Newspaper article St Louis Post-Dispatch (MO)

McClellan: It's Hard for Some Baseball Fans to Get Excited on Opening Day

Article excerpt

Ozzie Smith recently suggested that Opening Day be declared a holiday. Lots of people around here liked the idea. I wasn't surprised. It's easy for Cardinals fans to get excited about a new season.

Cubs fans are a little less excitable. We're still recovering from 2008.

Maybe you don't remember that year. The Cubs ran away with the division. At the end of the home games, fans would stick around and sing, "Go Cubs Go." I remember the chorus. "Hey, Chicago, what do you say? The Cubs are going to win today."

That song was written by Steve Goodman, perhaps better known for "The City of New Orleans," which was, of course, made famous by Arlo Guthrie. Goodman also wrote "A Dying Cub Fan's Last Request." That was a less joyous song.

He wrote "Go Cubs Go" in 1984, another great year in Cubs history. Yes, that was the year Ryne Sandberg hit the two home runs in one game off Bruce Sutter. Goodman died four days before the Cubs won the division title that year. A blessing, in a way. In the five- game National League championship series against San Diego, the Cubs won the first two and then lost the next three.

But his song lived on and was revived in 2008.
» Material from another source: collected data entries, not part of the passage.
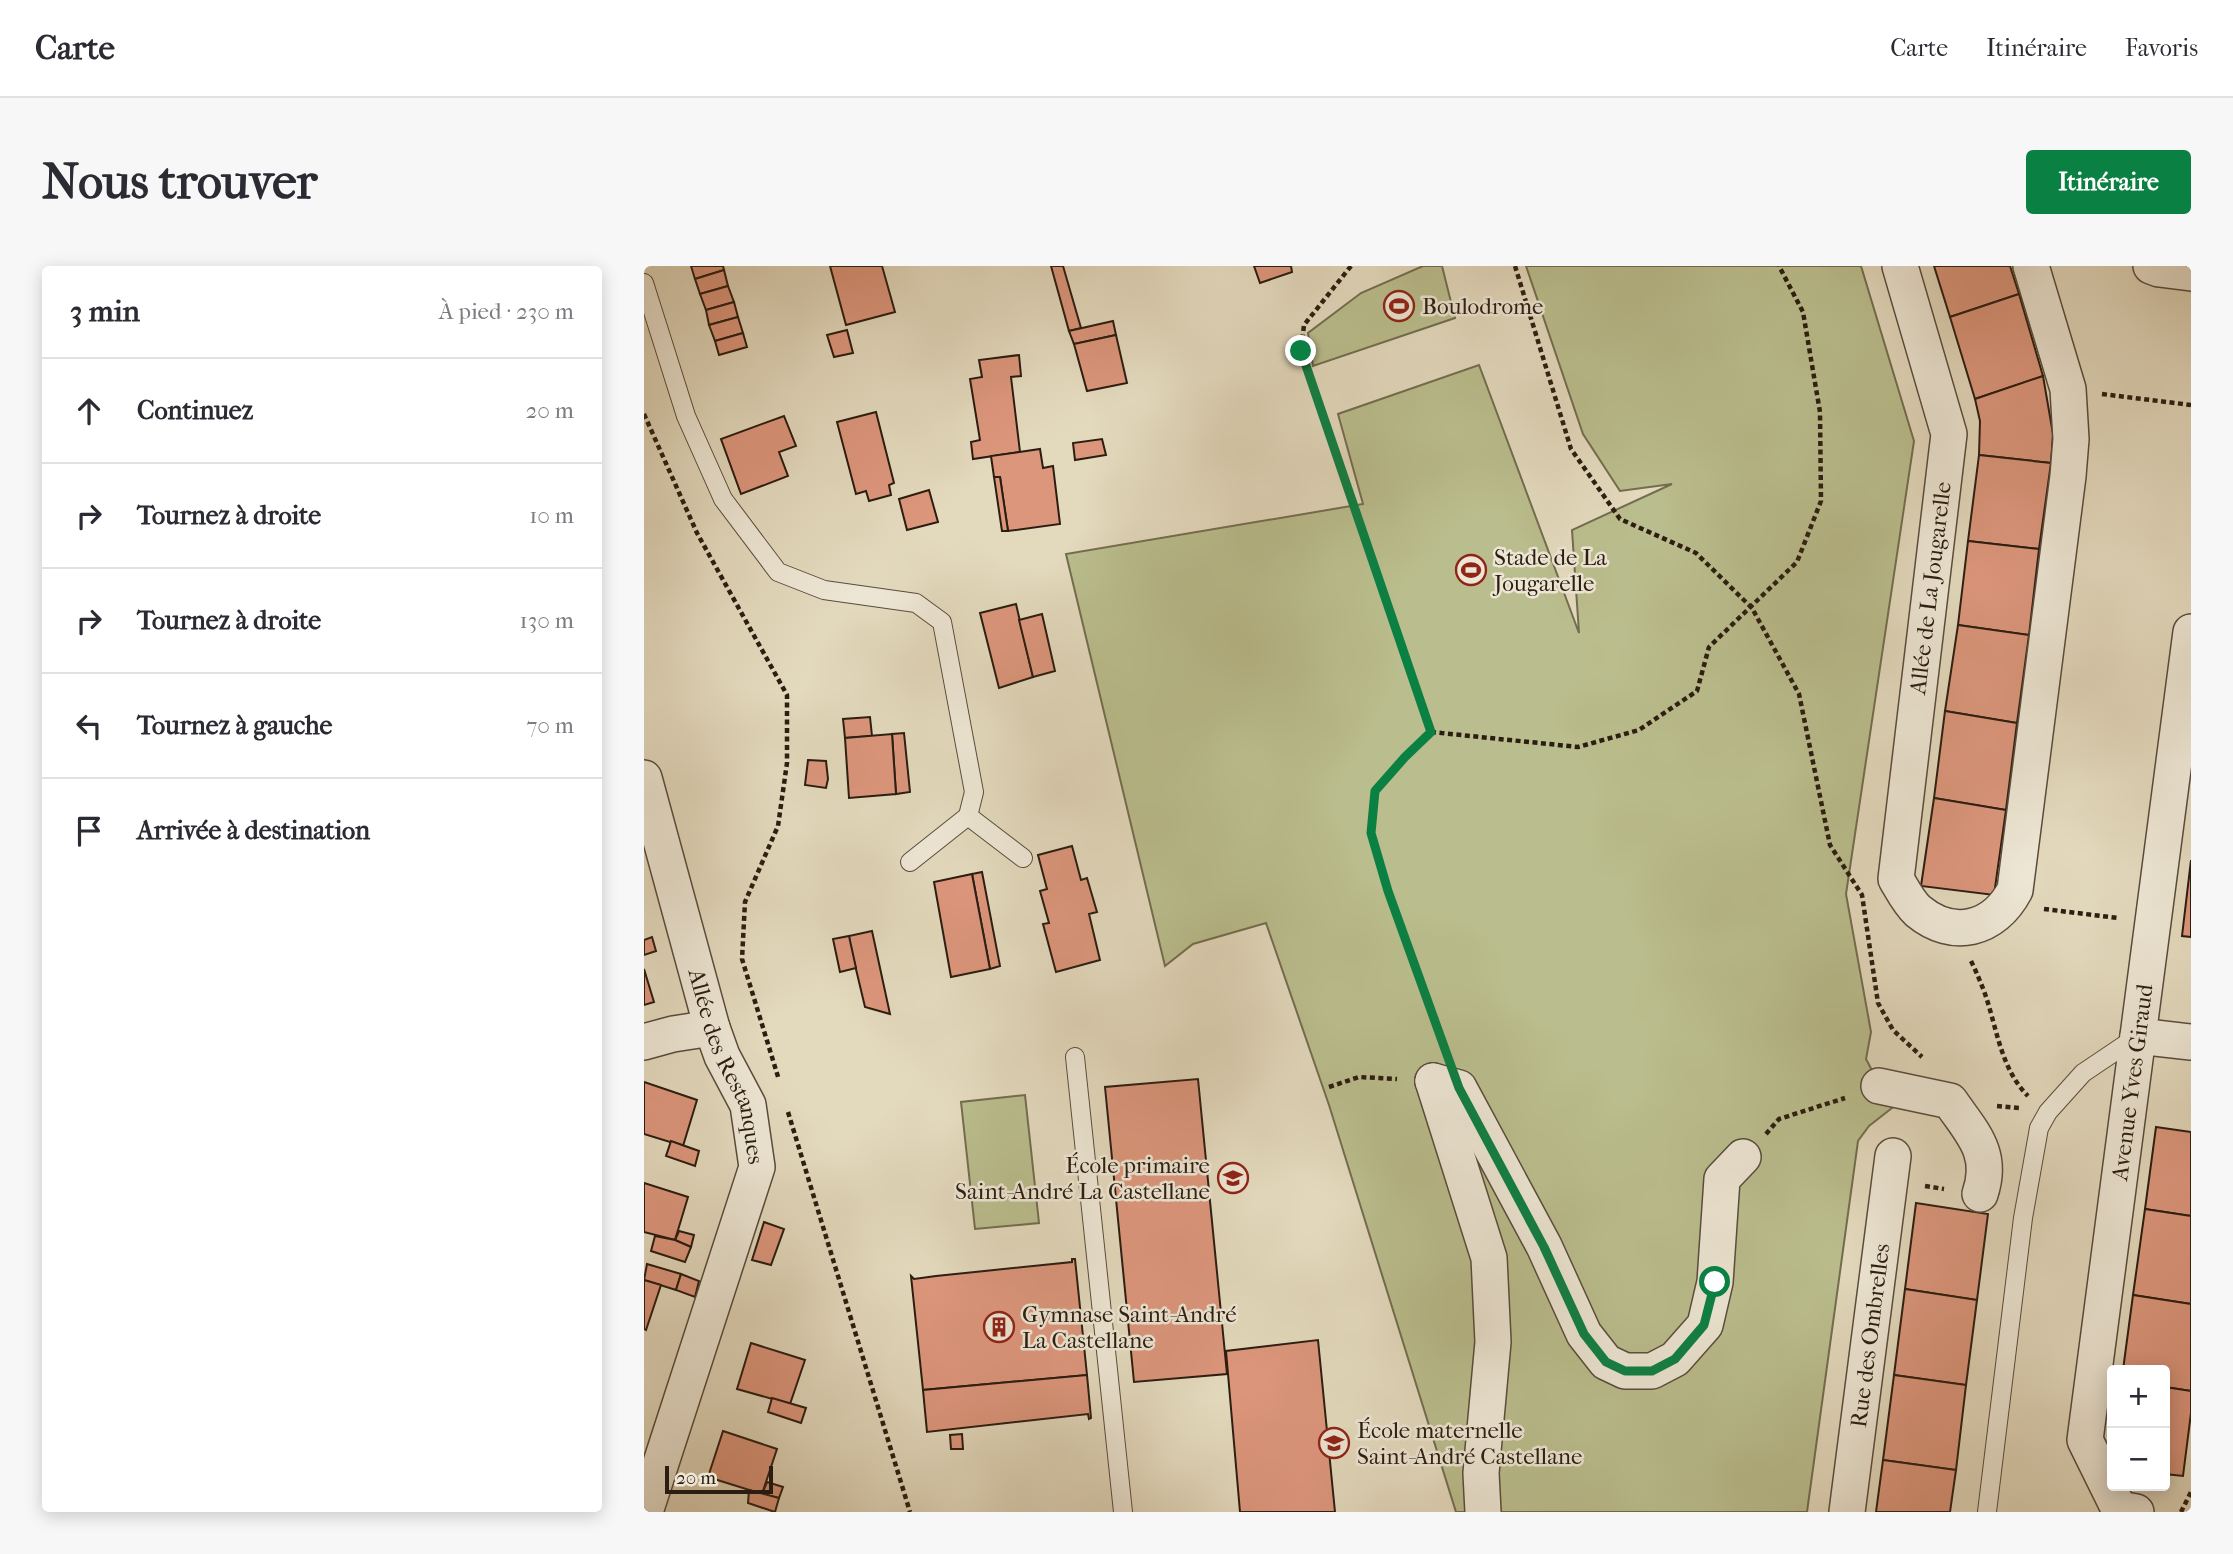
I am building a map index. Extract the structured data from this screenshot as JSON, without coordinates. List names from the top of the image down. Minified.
{"streets":{"street":["Allée de La Jougarelle","Allée des Restanques","Avenue Yves Giraud","Rue des Ombrelles"]},"places":{"sports":["Boulodrome","Stade de La Jougarelle"],"school or university":["École primaire Saint-André La Castellane","École maternelle Saint-André Castellane"],"building":["Gymnase Saint-André La Castellane"]},"scale_bar":"20 m","page":{"header":"Carte","nav":["Carte","Itinéraire","Favoris"],"buttons":"Itinéraire","title":"Nous trouver","heading":["3 min","À pied · 230 m"],"list":[["Continuez","20 m"],["Tournez à droite","10 m"],["Tournez à droite","130 m"],["Tournez à gauche","70 m"],"Arrivée à destination"],"map_buttons":["+","−"],"scale":"20 m"}}
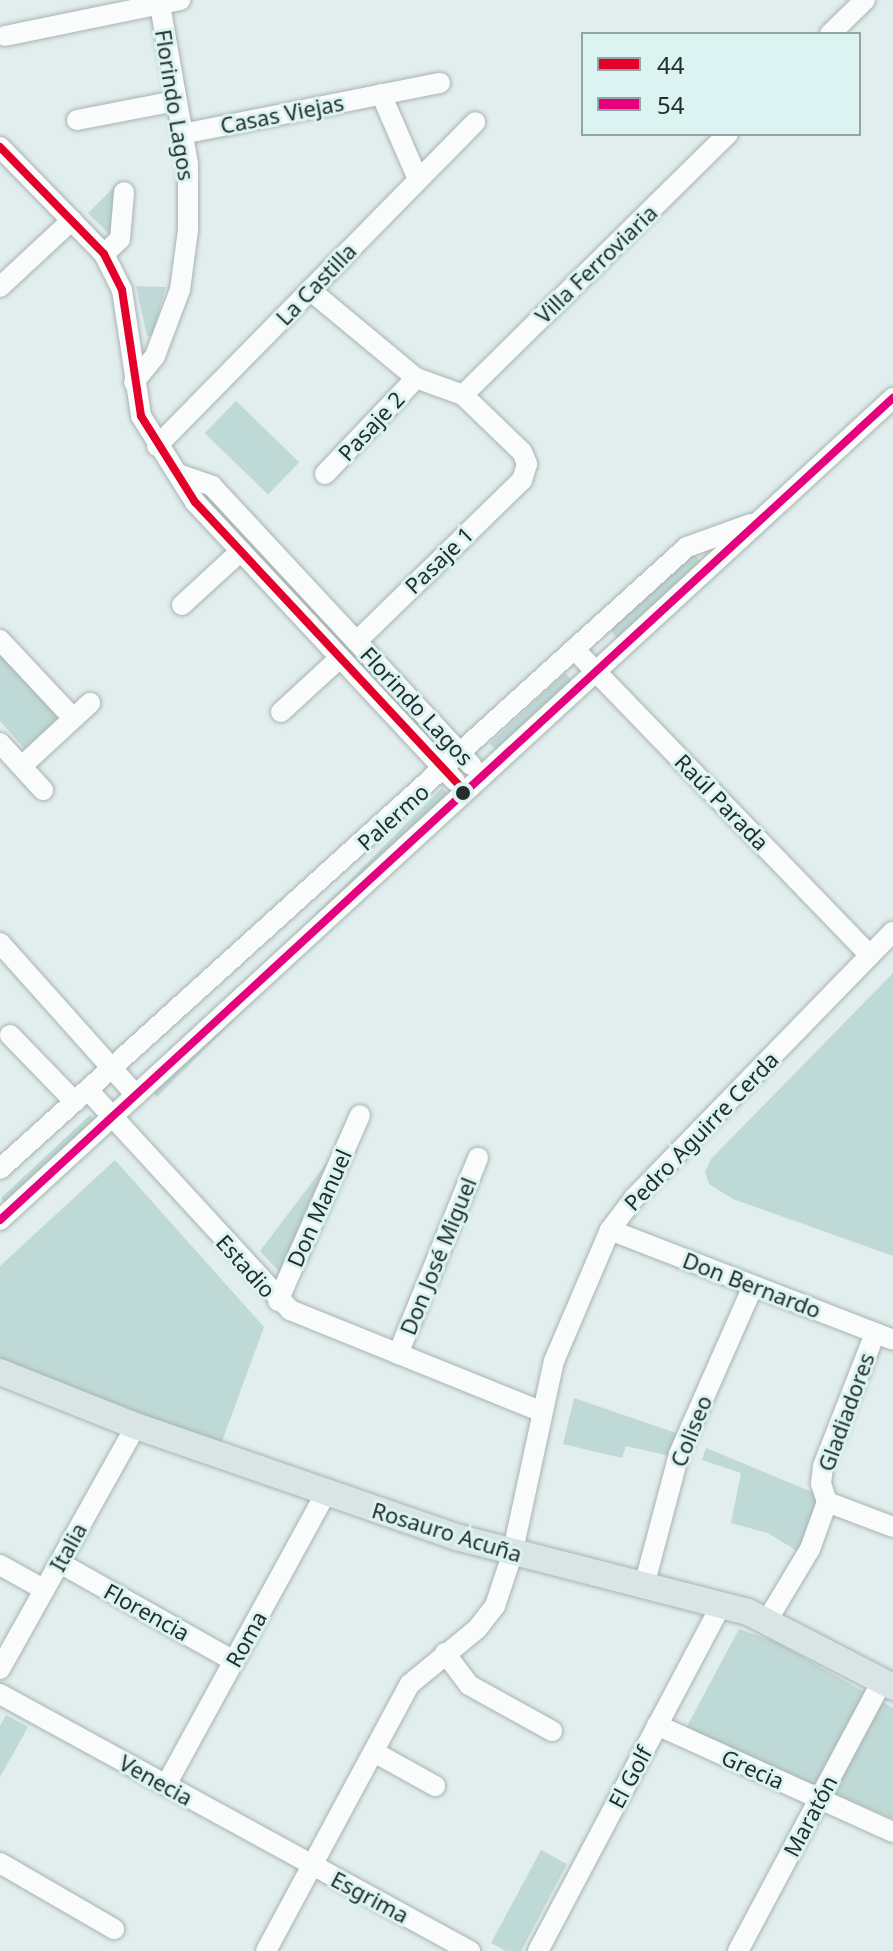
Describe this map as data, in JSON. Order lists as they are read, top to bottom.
{
  "streets": {
    "main road": ["Rosauro Acuña"],
    "street": [
      "Florindo Lagos",
      "Casas Viejas",
      "Villa Ferroviaria",
      "La Castilla",
      "Pasaje 2",
      "Pasaje 1",
      "Raúl Parada",
      "Palermo",
      "Pedro Aguirre Cerda",
      "Don Manuel",
      "Don José Miguel",
      "Estadio",
      "Don Bernardo",
      "Gladiadores",
      "Coliseo",
      "Italia",
      "Florencia",
      "Roma",
      "Grecia",
      "El Golf",
      "Venecia",
      "Maratón",
      "Esgrima"
    ]
  },
  "crossings": [
    ["Florindo Lagos", "Casas Viejas"],
    ["Florindo Lagos", "La Castilla"],
    ["Florindo Lagos", "Pasaje 1"],
    ["Florindo Lagos", "Palermo"],
    ["Villa Ferroviaria", "Pasaje 1"],
    ["Raúl Parada", "Palermo"],
    ["Raúl Parada", "Pedro Aguirre Cerda"],
    ["Palermo", "Estadio"],
    ["Pedro Aguirre Cerda", "Estadio"],
    ["Pedro Aguirre Cerda", "Don Bernardo"],
    ["Pedro Aguirre Cerda", "Rosauro Acuña"],
    ["Pedro Aguirre Cerda", "Venecia"],
    ["Pedro Aguirre Cerda", "Esgrima"],
    ["Don Manuel", "Estadio"],
    ["Don José Miguel", "Estadio"],
    ["Don Bernardo", "Gladiadores"],
    ["Don Bernardo", "Coliseo"],
    ["Gladiadores", "Rosauro Acuña"],
    ["Coliseo", "Rosauro Acuña"],
    ["Rosauro Acuña", "Italia"],
    ["Rosauro Acuña", "Roma"],
    ["Rosauro Acuña", "El Golf"],
    ["Rosauro Acuña", "Maratón"],
    ["Italia", "Florencia"],
    ["Florencia", "Roma"],
    ["Roma", "Venecia"],
    ["Grecia", "El Golf"],
    ["Grecia", "Maratón"],
    ["Venecia", "Esgrima"]
  ],
  "lines": ["transit line 44", "transit line 54"],
  "legend": ["44", "54"]
}
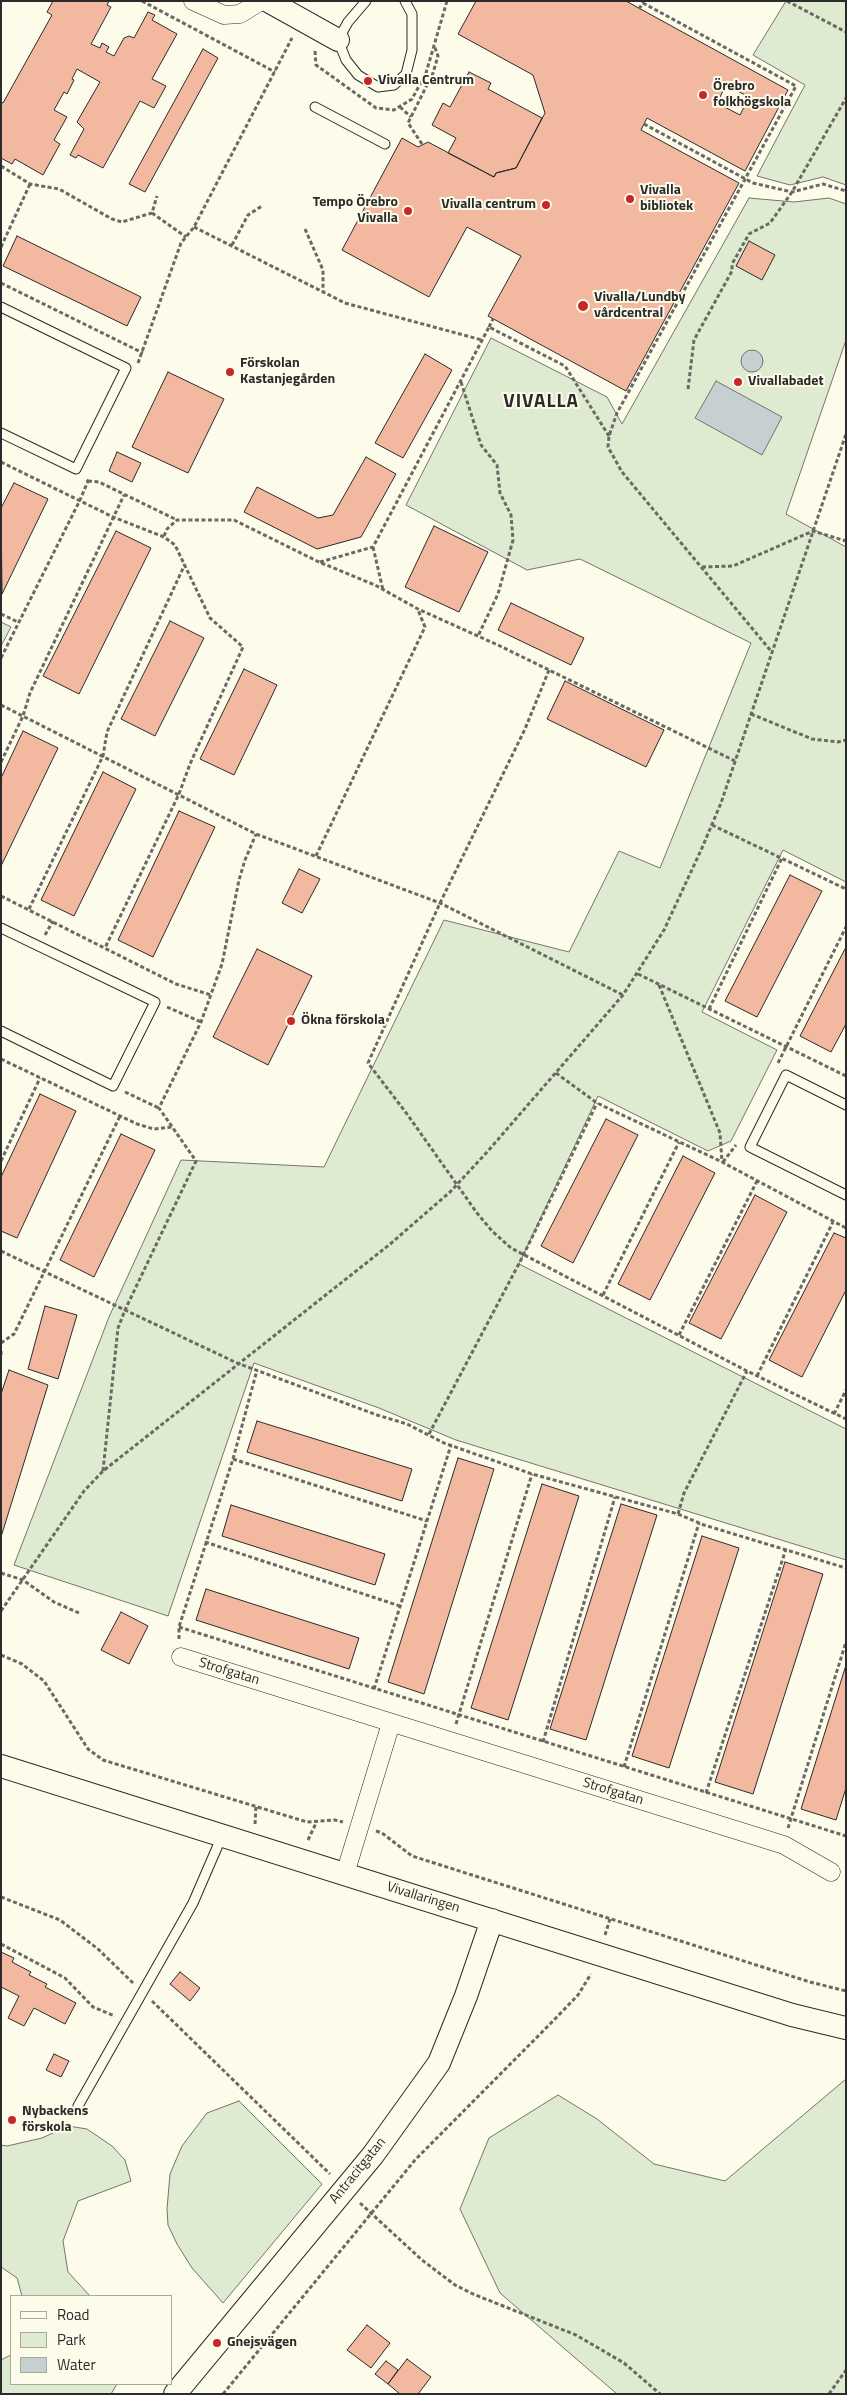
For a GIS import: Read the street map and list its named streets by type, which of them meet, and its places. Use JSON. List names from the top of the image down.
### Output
{
  "streets": {
    "street": ["Strofgatan", "Vivallaringen", "Antracitgatan"]
  },
  "crossings": [
    ["Vivallaringen", "Antracitgatan"]
  ],
  "districts": ["VIVALLA"],
  "places": [
    "Vivalla Centrum",
    "Örebro folkhögskola",
    "Vivalla bibliotek",
    "Vivalla centrum",
    "Tempo Örebro Vivalla",
    "Vivalla/Lundby vårdcentral",
    "Förskolan Kastanjegården",
    "Vivallabadet",
    "Ökna förskola",
    "Nybackens förskola",
    "Gnejsvägen"
  ],
  "legend": ["Road", "Park", "Water"]
}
Oh, what a year that was. First of all, it was the 100th anniversary of the Cubs last world championship. How perfect that seemed. Every 100 years it happens. Preordained. Written in the stars.

It was as if God had flipped a switch and said, "Let's make this the craziest year ever." As the baseball season began, a black man was on his way to winning the Democratic nomination for president. By June, he'd declared victory. In August, he was nominated. By September, he was favored to win the general election.

Now it doesn't seem so odd. We're used to a black president. No big deal. But at the time, it seemed wild, unimaginable.

Another crazy thing happened that summer. Anheuser-Busch was sold. Moreover, it was sold to foreigners. InBev. Few of us outside the beer industry had ever heard of that company. Brazilians from Belgium are trying to buy the company that makes Budweiser? No way!

It happened suddenly. The first offer was made in June. The A-B board rejected it. Then InBev sweetened the deal and A-B accepted it in August. …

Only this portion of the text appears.